Assim como sabemos que as casas construídas em barrancos têm mais chances de serem destruídas no caso de uma enxurrada, também sabemos que as pessoas com determinadas características têm maiores chances de morrer no caso de qualquer tipo de infecção respiratória. No caso da pandemia atual, vários estudos já demonstraram que o vírus é muito mais devastador em populações mais velhas e fragilizadas, com maior número de doenças concomitantes, além de determinados grupos étnicos como negros e indígenas. Além disso, o tipo de condição de moradia, educação e acesso à saúde também pode ser um determinante fundamental do prognóstico da infecção nessas populações. A questão é saber se devemos encarar esses determinantes de maior mortalidade como características naturais ou como desigualdades criadas pelo homem.
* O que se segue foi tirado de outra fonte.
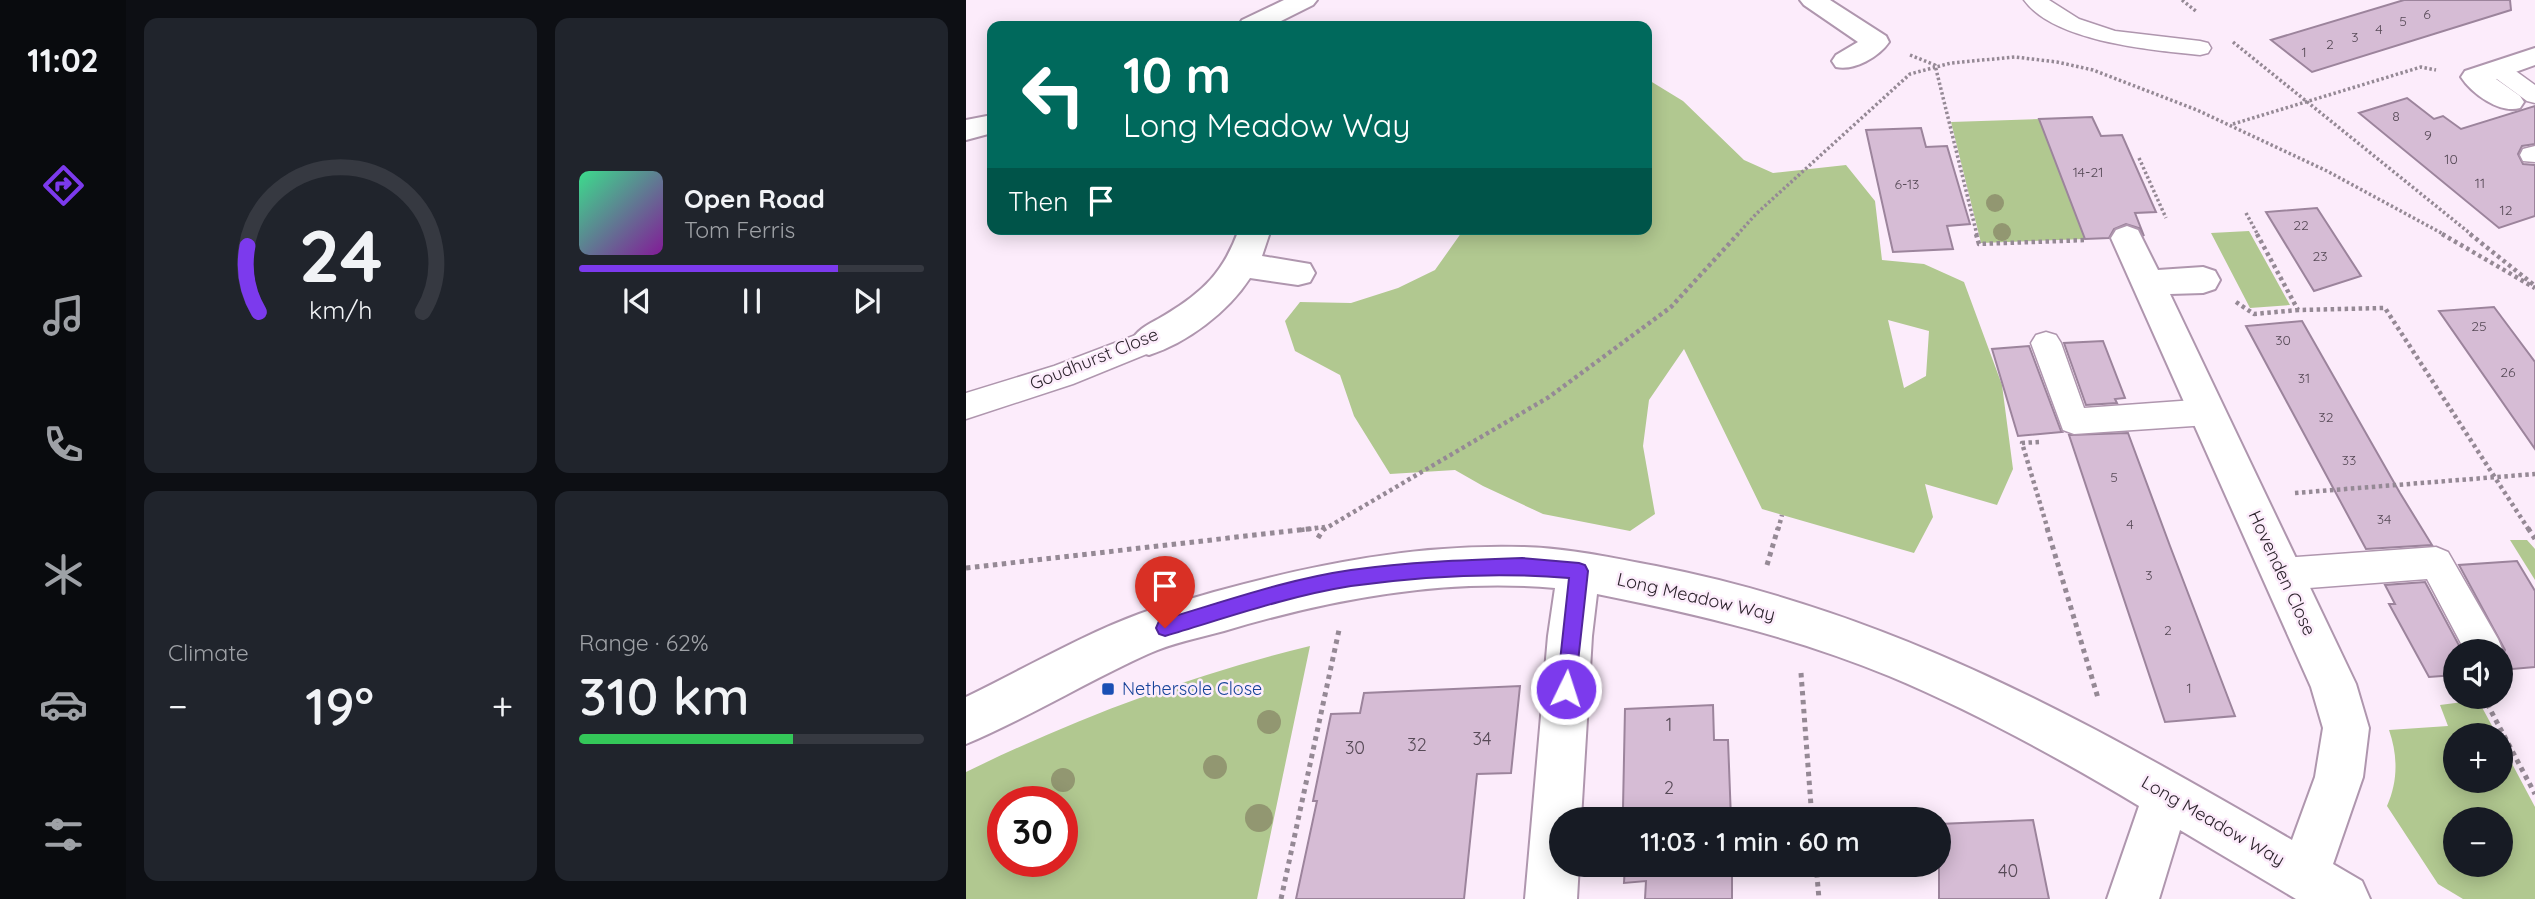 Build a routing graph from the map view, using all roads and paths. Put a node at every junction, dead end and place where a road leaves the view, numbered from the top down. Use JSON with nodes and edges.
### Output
{"nodes":[{"id":1,"x":1304,"y":0,"type":"edge"},
{"id":2,"x":1814,"y":0,"type":"edge"},
{"id":3,"x":2035,"y":0,"type":"edge"},
{"id":4,"x":2182,"y":0,"type":"edge"},
{"id":5,"x":2202,"y":17,"type":"dead end"},
{"id":6,"x":1261,"y":21,"type":"edge"},
{"id":7,"x":2232,"y":41,"type":"dead end"},
{"id":8,"x":2200,"y":48,"type":"dead end"},
{"id":9,"x":2535,"y":56,"type":"edge"},
{"id":10,"x":1846,"y":61,"type":"dead end"},
{"id":11,"x":1935,"y":65,"type":"junction"},
{"id":12,"x":2486,"y":73,"type":"junction"},
{"id":13,"x":2523,"y":99,"type":"edge"},
{"id":14,"x":2306,"y":102,"type":"junction"},
{"id":15,"x":2232,"y":124,"type":"junction"},
{"id":16,"x":987,"y":125,"type":"edge"},
{"id":17,"x":966,"y":130,"type":"edge"},
{"id":18,"x":2246,"y":213,"type":"dead end"},
{"id":19,"x":1253,"y":235,"type":"edge"},
{"id":20,"x":2127,"y":238,"type":"dead end"},
{"id":21,"x":2025,"y":243,"type":"dead end"},
{"id":22,"x":1241,"y":265,"type":"junction"},
{"id":23,"x":1298,"y":273,"type":"dead end"},
{"id":24,"x":2203,"y":280,"type":"dead end"},
{"id":25,"x":2148,"y":283,"type":"junction"},
{"id":26,"x":2535,"y":287,"type":"edge"},
{"id":27,"x":2298,"y":310,"type":"junction"},
{"id":28,"x":2254,"y":314,"type":"dead end"},
{"id":29,"x":1149,"y":341,"type":"joint"},
{"id":30,"x":2046,"y":343,"type":"dead end"},
{"id":31,"x":966,"y":406,"type":"edge"},
{"id":32,"x":2208,"y":412,"type":"junction"},
{"id":33,"x":2050,"y":442,"type":"dead end"},
{"id":34,"x":2535,"y":474,"type":"edge"},
{"id":35,"x":2493,"y":477,"type":"junction"},
{"id":36,"x":2247,"y":497,"type":"junction"},
{"id":37,"x":1325,"y":527,"type":"junction"},
{"id":38,"x":2535,"y":539,"type":"edge"},
{"id":39,"x":966,"y":568,"type":"edge"},
{"id":40,"x":1579,"y":571,"type":"junction"},
{"id":41,"x":2283,"y":574,"type":"junction"},
{"id":42,"x":1350,"y":578,"type":"junction"},
{"id":43,"x":1283,"y":593,"type":"junction"},
{"id":44,"x":1797,"y":622,"type":"junction"},
{"id":45,"x":2478,"y":639,"type":"edge"},
{"id":46,"x":2490,"y":709,"type":"edge"},
{"id":47,"x":966,"y":720,"type":"edge"},
{"id":48,"x":2118,"y":766,"type":"junction"},
{"id":49,"x":2535,"y":794,"type":"edge"},
{"id":50,"x":2167,"y":795,"type":"junction"},
{"id":51,"x":1811,"y":807,"type":"edge"},
{"id":52,"x":2305,"y":874,"type":"junction"},
{"id":53,"x":1817,"y":877,"type":"edge"},
{"id":54,"x":1281,"y":899,"type":"edge"},
{"id":55,"x":1551,"y":899,"type":"edge"},
{"id":56,"x":1819,"y":899,"type":"edge"},
{"id":57,"x":2133,"y":899,"type":"edge"},
{"id":58,"x":2344,"y":899,"type":"edge"}],
"edges":[{"from":1,"to":6,"type":"street"},
{"from":2,"to":10,"type":"street"},
{"from":3,"to":8,"type":"lane"},
{"from":4,"to":5,"type":"path"},
{"from":7,"to":14,"type":"path"},
{"from":9,"to":12,"type":"street"},
{"from":11,"to":15,"type":"path"},
{"from":11,"to":21,"type":"path"},
{"from":11,"to":37,"type":"path"},
{"from":12,"to":13,"type":"street"},
{"from":12,"to":14,"type":"path"},
{"from":14,"to":15,"type":"path"},
{"from":14,"to":26,"type":"path"},
{"from":15,"to":26,"type":"path"},
{"from":16,"to":17,"type":"street"},
{"from":18,"to":27,"type":"path"},
{"from":19,"to":22,"type":"street","name":"Goudhurst Close"},
{"from":20,"to":25,"type":"street","name":"Hovenden Close"},
{"from":22,"to":23,"type":"street"},
{"from":22,"to":29,"type":"street","name":"Goudhurst Close"},
{"from":24,"to":25,"type":"street"},
{"from":25,"to":32,"type":"street","name":"Hovenden Close"},
{"from":27,"to":28,"type":"path"},
{"from":27,"to":35,"type":"path"},
{"from":29,"to":31,"type":"lane","name":"Goudhurst Close"},
{"from":30,"to":32,"type":"lane"},
{"from":32,"to":36,"type":"street","name":"Hovenden Close"},
{"from":33,"to":48,"type":"path"},
{"from":34,"to":35,"type":"path"},
{"from":35,"to":36,"type":"path"},
{"from":35,"to":38,"type":"path"},
{"from":36,"to":41,"type":"street","name":"Hovenden Close"},
{"from":37,"to":39,"type":"path"},
{"from":37,"to":43,"type":"path"},
{"from":40,"to":42,"type":"street","name":"Long Meadow Way"},
{"from":40,"to":44,"type":"street","name":"Long Meadow Way"},
{"from":40,"to":55,"type":"street"},
{"from":41,"to":45,"type":"lane"},
{"from":41,"to":52,"type":"street","name":"Hovenden Close"},
{"from":42,"to":43,"type":"street","name":"Long Meadow Way"},
{"from":42,"to":54,"type":"path"},
{"from":43,"to":47,"type":"street","name":"Long Meadow Way"},
{"from":44,"to":48,"type":"street","name":"Long Meadow Way"},
{"from":44,"to":51,"type":"path"},
{"from":46,"to":49,"type":"path"},
{"from":48,"to":50,"type":"street","name":"Long Meadow Way"},
{"from":50,"to":52,"type":"street","name":"Long Meadow Way"},
{"from":50,"to":57,"type":"street"},
{"from":52,"to":58,"type":"street","name":"Long Meadow Way"},
{"from":53,"to":56,"type":"path"}]} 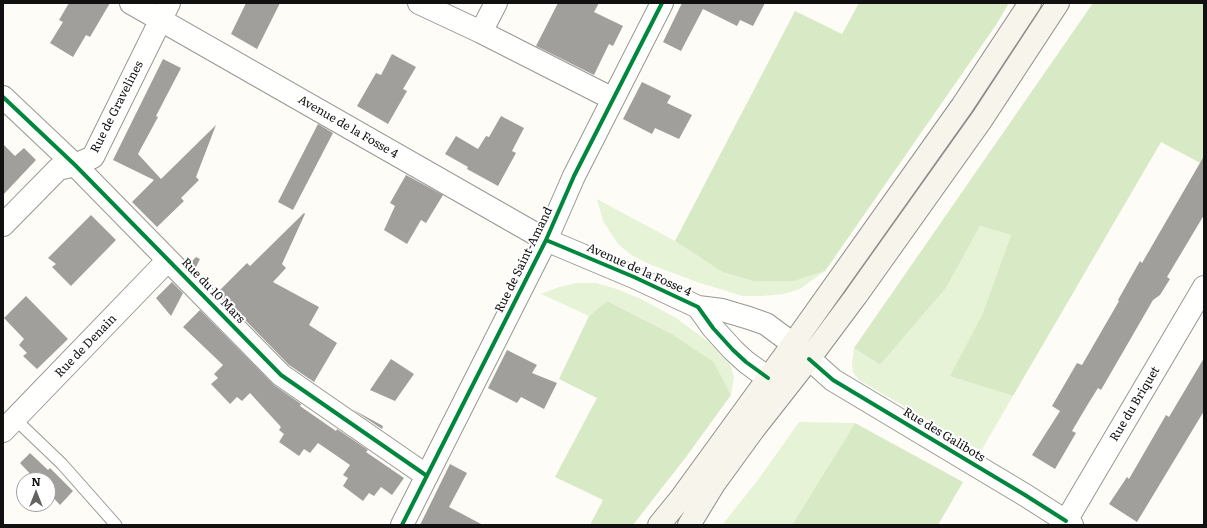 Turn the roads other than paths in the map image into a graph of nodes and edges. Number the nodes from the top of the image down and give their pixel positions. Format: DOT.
graph roads {
  1 [pos="131,3"];
  2 [pos="419,3"];
  3 [pos="496,3"];
  4 [pos="662,3"];
  5 [pos="1030,3"];
  6 [pos="1058,3"];
  7 [pos="165,11"];
  8 [pos="481,32"];
  9 [pos="3,97"];
  10 [pos="613,98"];
  11 [pos="75,165"];
  12 [pos="3,225"];
  13 [pos="546,240"];
  14 [pos="168,260"];
  15 [pos="1204,288"];
  16 [pos="698,307"];
  17 [pos="793,344"];
  18 [pos="809,359"];
  19 [pos="777,383"];
  20 [pos="9,425"];
  21 [pos="427,476"];
  22 [pos="1069,523"];
  23 [pos="116,525"];
  24 [pos="402,525"];
  25 [pos="659,525"];
  26 [pos="689,525"];
  1 -- 7 [label="street, Avenue de la Fosse 4"];
  2 -- 8 [label="street"];
  3 -- 8 [label="street"];
  4 -- 10 [label="street, Rue de Saint-Amand"];
  5 -- 17 [label="main road"];
  6 -- 18 [label="main road"];
  7 -- 11 [label="street, Rue de Gravelines"];
  7 -- 13 [label="street, Avenue de la Fosse 4"];
  8 -- 10 [label="street"];
  9 -- 11 [label="street, Rue du 10 Mars"];
  10 -- 13 [label="street, Rue de Saint-Amand"];
  11 -- 12 [label="street, Rue de Gravelines"];
  11 -- 14 [label="street, Rue du 10 Mars"];
  13 -- 16 [label="street, Avenue de la Fosse 4"];
  13 -- 21 [label="street, Rue de Saint-Amand"];
  14 -- 20 [label="street, Rue de Denain"];
  14 -- 21 [label="street, Rue du 10 Mars"];
  15 -- 22 [label="street, Rue du Briquet"];
  16 -- 17 [label="street, Avenue de la Fosse 4"];
  16 -- 19 [label="street, Avenue de la Fosse 4"];
  17 -- 18 [label="street, Avenue de la Fosse 4"];
  17 -- 19 [label="main road"];
  18 -- 19 [label="main road"];
  18 -- 22 [label="street, Rue des Galibots"];
  19 -- 25 [label="main road"];
  19 -- 26 [label="main road"];
  20 -- 23 [label="lane"];
  21 -- 24 [label="street, Rue de Saint-Amand"];
}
O tempo mostrou que a pandemia não era uma “gripezinha” nem uma “marolinha”, e talvez esta nossa admiração por políticos com grande tendência ao populismo explique muito do nosso mau resultado no enfrentamento da pandemia. É que já estamos construindo barracos em barrancos há tempo demais. Adoraria acreditar que se trocássemos o governo A pelo governo B acabaríamos com as condições que favoreceram o nosso mau resultado, mas a crise é bem mais antiga e a solução passa por transformações mais profundas. Enquanto os admiradores de A e B ficarem brigando entre si, deixando a velha máquina da corrupção estatal grassar hipócrita e impunemente, é isso o que teremos: um país eternamente vulnerável a qualquer tipo de crise.
Enquanto considerarmos normal que políticos superfaturem hospitais de campanha e respiradores, teremos que considerar como naturais todas essas mortes. Enquanto considerarmos normal que pessoas vivam em barracos à beira de barrancos, teremos que considerar naturais todas essas mortes. Enquanto considerarmos normal que pessoas revirem lixo nas ruas em busca de comida, teremos que considerar como naturais todas essas mortes. Enquanto considerarmos que o normal seja afastar nossos velhos de suas famílias para viverem desesperançados em asilos, teremos que considerar como naturais todas essas mortes. Enquanto privilegiarmos o tratamento hospitalar em detrimento do cuidado de atenção primária domiciliar ou ambulatorial, teremos que considerar como normais todas essas mortes. Agora, a morte natural já não parece tão natural assim.